Deputi Gubernur Senior Bank Indonesia, Destry Damayanti mengatakan pengembangan standardisasi dalam pasar keuangan syariah akan memperkuat pengelolaan likuiditas. Sehingga dapat meningkatkan arus investasi yang akan mendukung pertumbuhan ekonomi riil.
"Pasar keuangan syariah telah menunjukkan ketahanan yang lebih kuat berdasarkan pengalaman krisis keuangan global sebelumnya," katanya dalam Internasional Seminar virtual bersama International Islamic Financial Market dan International Islamic Liquidity Management (IIFM-IILM), Selasa (26/10).
Hal ini karena praktik keuangan syariah terkait dengan sektor riil, menghindari transaksi berbasis bunga dan berbasis spekulatif. Oleh karena itu, keuangan syariah layak menjadi alternatif baru dan menawarkan model keuangan yang lebih prospektif dalam lanskap ekonomi global.

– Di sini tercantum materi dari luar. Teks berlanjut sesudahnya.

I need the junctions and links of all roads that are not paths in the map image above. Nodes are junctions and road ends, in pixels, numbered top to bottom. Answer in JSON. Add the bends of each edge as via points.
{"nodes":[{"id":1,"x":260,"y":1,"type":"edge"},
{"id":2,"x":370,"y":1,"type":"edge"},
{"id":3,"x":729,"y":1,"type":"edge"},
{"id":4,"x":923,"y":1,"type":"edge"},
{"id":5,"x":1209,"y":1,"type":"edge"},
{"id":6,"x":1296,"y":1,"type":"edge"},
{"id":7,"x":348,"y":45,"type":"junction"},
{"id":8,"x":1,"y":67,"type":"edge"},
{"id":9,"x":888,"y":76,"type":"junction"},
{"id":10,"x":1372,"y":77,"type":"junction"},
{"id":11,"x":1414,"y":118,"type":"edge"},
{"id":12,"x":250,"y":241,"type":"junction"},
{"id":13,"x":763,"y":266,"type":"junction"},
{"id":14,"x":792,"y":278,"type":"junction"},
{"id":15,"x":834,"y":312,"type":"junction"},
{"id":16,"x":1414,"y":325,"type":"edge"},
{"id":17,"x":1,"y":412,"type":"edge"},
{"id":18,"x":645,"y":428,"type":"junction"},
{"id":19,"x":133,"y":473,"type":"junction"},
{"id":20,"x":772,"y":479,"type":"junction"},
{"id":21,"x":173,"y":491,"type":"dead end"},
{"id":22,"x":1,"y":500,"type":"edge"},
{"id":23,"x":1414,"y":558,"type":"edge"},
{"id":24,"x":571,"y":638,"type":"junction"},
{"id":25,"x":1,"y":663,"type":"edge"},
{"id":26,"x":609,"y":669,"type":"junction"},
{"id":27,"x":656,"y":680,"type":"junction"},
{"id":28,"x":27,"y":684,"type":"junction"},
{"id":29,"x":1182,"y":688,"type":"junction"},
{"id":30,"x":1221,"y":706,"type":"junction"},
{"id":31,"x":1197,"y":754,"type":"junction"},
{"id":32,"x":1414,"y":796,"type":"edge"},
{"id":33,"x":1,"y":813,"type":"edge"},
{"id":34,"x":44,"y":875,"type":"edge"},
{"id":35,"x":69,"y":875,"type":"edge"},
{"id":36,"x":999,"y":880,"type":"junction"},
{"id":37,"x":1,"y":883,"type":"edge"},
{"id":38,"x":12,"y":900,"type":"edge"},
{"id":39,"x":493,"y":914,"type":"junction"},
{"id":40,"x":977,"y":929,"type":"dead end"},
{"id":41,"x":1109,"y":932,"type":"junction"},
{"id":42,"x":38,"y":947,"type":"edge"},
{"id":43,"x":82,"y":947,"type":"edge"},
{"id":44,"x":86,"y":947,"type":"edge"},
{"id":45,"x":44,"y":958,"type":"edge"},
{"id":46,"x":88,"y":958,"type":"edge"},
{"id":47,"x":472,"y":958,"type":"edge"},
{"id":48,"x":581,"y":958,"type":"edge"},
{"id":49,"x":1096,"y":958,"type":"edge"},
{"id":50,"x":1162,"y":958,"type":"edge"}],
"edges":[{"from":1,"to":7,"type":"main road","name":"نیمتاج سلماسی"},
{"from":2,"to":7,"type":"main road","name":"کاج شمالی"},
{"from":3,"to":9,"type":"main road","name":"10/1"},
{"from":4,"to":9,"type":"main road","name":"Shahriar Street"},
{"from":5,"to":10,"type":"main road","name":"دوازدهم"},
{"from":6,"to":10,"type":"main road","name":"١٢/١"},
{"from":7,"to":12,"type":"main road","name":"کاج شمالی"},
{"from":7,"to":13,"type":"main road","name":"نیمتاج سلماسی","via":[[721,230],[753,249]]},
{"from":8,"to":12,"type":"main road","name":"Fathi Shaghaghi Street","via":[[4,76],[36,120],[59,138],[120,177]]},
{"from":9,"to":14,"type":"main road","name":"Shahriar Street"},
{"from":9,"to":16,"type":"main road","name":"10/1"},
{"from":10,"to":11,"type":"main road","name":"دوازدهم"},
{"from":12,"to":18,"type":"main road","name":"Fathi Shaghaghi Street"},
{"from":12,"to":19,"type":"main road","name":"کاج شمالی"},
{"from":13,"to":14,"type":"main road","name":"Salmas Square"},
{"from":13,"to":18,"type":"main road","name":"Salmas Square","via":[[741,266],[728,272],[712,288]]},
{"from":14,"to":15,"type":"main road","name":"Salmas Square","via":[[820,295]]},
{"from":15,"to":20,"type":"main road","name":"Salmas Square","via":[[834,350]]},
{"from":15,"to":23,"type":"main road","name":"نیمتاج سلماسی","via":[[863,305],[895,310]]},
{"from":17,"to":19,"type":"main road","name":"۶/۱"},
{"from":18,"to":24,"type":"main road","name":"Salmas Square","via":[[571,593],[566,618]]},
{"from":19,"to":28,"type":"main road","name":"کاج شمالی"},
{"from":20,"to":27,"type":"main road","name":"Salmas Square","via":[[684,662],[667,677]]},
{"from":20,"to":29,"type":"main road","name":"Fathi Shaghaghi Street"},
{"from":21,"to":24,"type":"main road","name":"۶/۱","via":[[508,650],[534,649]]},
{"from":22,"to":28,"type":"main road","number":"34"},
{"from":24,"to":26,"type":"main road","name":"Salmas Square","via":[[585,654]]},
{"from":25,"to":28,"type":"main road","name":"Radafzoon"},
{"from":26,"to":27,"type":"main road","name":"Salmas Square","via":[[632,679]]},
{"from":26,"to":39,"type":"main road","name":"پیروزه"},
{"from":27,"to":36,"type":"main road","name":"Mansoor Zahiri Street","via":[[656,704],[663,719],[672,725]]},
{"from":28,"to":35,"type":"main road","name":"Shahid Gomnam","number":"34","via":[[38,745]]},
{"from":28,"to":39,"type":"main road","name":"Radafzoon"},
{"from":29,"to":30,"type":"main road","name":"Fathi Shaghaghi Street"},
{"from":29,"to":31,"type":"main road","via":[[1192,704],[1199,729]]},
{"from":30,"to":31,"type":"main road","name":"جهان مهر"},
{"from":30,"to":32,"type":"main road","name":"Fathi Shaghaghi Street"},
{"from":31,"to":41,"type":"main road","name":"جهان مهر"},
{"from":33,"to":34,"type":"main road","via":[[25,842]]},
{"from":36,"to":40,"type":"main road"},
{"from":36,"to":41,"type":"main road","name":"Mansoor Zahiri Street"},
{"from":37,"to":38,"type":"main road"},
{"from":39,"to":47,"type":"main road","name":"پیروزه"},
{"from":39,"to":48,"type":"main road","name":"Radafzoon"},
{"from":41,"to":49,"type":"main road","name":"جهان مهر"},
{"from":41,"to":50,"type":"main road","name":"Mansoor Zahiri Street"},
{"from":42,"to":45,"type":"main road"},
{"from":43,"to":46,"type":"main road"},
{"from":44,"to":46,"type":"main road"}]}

Destry mengatakan Bank Indonesia terus mendorong pengembangan ekonomi dan keuangan syariah. Termasuk dengan mengembangkan berbagai instrumen moneter untuk pasar uang syariah seperti Sukuk Bank Indonesia, FX Term Deposit, fasilitas Wakalah dan fasilitas Repo untuk pengelolaan likuiditas.
Tidak hanya instrumen untuk tujuan komersial, tetapi juga untuk tujuan sosial. Bank Indonesia dan sejumlah institusi seperti Kementerian Keuangan, Badan Wakaf Indonesia dan Kementerian Agama telah bekerja sama untuk meluncurkan Cash Waqf Linked Sukuk (CWLS).
"Kerja sama tersebut diharapkan dapat mendukung pengembangan ekonomi dan keuangan syariah di tingkat global," katanya.